We recently identified a novel prostaglandin transporter called PGT (Banal, N., Lu, R., Satriano, J.A., Bao, Y., Wolkoff, A. W, and Schuster, V. L. (1995) Science 268, 866-869). Eased on initial functional studies, we have hypothesized that PGT might mediate the release of newly synthesized prostaglandins (PG), epithelial transport of PGs, or metabolic clearance of PGs. Here we examined the mechanism of PGT transport as expressed in HeLa cells and Xenopus oocytes, using isotopic PG influx and efflux studies. In both native HeLa cells and oocytes, cell membranes were poorly permeable to PGs. In contrast, in oocytes injected with PGT mRNA, the PG influx permeability coefficient was 90-157 times that of oocytes injected with water. The rank order substrate profile was PGF(2 alpha) approximate to PGE(2) > TXB2 much greater than 6 keto-PGF(1 alpha). PG influx displayed an overshoot with rapid accumulation of tracer PGE(2), followed by a gradual return to baseline. Based on estimated oocyte volumes, the PGT-mediated accumulation of PGE(2) reached steady state at intra-oocyte concentrations 25-fold higher than the external media. The accumulation of PG was not due to intracellular binding or metabolism.
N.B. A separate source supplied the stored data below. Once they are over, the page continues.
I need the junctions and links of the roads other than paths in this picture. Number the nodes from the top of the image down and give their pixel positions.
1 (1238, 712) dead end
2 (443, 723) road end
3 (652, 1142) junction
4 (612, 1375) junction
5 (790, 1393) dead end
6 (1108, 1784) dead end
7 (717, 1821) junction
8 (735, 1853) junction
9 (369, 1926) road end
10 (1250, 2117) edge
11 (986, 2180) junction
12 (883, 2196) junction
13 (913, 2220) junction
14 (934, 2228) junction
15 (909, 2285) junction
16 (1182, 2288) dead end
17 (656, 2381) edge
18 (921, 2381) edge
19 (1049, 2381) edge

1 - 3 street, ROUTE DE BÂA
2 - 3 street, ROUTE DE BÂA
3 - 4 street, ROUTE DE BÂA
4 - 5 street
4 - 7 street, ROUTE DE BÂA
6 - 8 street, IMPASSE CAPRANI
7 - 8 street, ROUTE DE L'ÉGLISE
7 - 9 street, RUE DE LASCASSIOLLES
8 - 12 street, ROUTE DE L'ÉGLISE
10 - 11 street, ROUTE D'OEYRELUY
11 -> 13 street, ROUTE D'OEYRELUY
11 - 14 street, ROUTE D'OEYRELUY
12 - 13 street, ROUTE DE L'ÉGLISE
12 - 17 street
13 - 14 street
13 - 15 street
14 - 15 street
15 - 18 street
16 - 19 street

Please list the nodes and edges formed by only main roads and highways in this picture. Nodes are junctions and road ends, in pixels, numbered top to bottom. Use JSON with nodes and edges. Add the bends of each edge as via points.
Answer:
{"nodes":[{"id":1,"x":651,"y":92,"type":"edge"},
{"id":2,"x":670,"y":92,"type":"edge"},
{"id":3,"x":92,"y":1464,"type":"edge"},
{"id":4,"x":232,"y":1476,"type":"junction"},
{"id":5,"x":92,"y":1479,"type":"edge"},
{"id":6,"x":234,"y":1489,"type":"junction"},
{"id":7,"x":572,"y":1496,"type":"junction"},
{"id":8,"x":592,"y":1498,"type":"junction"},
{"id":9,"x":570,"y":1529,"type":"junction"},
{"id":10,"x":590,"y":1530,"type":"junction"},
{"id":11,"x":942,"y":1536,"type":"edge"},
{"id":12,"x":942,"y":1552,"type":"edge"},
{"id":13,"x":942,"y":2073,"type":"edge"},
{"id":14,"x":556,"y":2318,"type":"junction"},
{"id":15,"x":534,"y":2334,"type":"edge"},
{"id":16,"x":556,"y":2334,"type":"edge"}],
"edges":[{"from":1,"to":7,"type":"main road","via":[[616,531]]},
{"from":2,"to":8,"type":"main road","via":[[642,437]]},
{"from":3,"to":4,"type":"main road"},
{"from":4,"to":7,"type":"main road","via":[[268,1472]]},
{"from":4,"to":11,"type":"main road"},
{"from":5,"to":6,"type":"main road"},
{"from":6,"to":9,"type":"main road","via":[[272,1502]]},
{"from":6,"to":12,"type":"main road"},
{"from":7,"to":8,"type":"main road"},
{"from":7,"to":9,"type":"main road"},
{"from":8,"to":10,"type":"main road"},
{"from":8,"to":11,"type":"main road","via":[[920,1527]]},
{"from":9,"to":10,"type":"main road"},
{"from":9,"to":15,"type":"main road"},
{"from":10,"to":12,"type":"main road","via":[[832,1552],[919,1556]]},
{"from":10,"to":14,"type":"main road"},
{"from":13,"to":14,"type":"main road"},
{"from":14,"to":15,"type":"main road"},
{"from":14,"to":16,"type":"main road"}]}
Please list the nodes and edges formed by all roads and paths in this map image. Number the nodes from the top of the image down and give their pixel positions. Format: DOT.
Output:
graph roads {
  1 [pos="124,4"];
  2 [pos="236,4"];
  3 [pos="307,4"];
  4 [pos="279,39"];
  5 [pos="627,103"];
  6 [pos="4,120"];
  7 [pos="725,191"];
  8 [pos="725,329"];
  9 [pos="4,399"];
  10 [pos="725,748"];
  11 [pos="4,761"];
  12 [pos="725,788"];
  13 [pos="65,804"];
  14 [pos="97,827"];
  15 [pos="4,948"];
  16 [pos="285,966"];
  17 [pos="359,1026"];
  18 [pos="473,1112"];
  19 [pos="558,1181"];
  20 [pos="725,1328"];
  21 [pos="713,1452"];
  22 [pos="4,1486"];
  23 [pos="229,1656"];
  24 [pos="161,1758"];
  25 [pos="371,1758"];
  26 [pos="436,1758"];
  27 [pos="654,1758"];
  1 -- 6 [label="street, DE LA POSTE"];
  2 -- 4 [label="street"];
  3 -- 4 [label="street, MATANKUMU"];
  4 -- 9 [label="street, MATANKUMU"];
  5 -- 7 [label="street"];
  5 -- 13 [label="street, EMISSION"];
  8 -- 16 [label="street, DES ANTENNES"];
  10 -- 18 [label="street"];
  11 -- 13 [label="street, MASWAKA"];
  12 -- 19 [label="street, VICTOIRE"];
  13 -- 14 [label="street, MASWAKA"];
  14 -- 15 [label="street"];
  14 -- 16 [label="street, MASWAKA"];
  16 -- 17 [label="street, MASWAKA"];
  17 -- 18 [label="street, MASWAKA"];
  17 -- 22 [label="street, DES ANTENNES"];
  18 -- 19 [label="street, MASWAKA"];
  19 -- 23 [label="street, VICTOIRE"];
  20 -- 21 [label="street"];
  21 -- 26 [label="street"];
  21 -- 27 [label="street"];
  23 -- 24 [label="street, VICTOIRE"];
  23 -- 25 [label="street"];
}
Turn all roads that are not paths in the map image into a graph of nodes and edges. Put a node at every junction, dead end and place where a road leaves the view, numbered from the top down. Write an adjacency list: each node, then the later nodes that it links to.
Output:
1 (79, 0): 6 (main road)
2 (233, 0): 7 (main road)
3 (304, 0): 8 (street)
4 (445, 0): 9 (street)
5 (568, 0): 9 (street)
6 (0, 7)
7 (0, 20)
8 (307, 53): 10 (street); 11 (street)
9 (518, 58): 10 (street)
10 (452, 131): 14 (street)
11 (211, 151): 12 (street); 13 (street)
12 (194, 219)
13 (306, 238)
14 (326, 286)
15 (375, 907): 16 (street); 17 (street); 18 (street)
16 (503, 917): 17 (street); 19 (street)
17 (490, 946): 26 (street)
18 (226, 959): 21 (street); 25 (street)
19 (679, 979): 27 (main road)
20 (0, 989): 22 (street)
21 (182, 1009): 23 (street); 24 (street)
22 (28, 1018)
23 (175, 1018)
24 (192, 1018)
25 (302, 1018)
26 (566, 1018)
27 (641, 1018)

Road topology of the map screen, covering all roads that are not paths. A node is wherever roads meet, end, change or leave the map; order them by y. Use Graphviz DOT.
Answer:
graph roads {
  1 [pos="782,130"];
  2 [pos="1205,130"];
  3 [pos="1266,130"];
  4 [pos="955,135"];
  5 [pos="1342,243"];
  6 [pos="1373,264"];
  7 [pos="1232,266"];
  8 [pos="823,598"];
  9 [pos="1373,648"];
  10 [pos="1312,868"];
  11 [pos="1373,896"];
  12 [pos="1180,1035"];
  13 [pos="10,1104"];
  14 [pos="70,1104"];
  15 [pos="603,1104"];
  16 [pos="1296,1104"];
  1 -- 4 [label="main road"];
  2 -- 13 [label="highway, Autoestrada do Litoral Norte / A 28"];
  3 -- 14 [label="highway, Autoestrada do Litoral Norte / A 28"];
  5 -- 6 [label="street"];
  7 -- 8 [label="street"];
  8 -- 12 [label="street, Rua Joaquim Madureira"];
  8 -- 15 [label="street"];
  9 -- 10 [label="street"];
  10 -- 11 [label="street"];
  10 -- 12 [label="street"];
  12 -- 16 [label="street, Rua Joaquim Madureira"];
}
PGT-mediated uptake was ATP-and temperature-dependent, but not sodium-dependent, and was inhibited by disulfonic stilbenes, niflumic acid, and the thiol reactive anion MTSES (Na(2-sulfonatoethyl)methanethiosulfonate). [H-3]PGE(2) efflux from PGT-transfected HeLa cells was stimulated by external (trans) PGE(2) in a dose-dependent fashion and was inhibited by bromcresol green and 4,4'-diisothiocyana tostilbene-2,2'-disulfonate. Membrane depolarization inhibited uptake of [H-3]PGE(2), consistent with a model of net outward movement of negative charge during the translocation event. These findings suggest that PGT mediates [H-3]PGE(2) accumulation via obligatory, electrogenic anion exchange.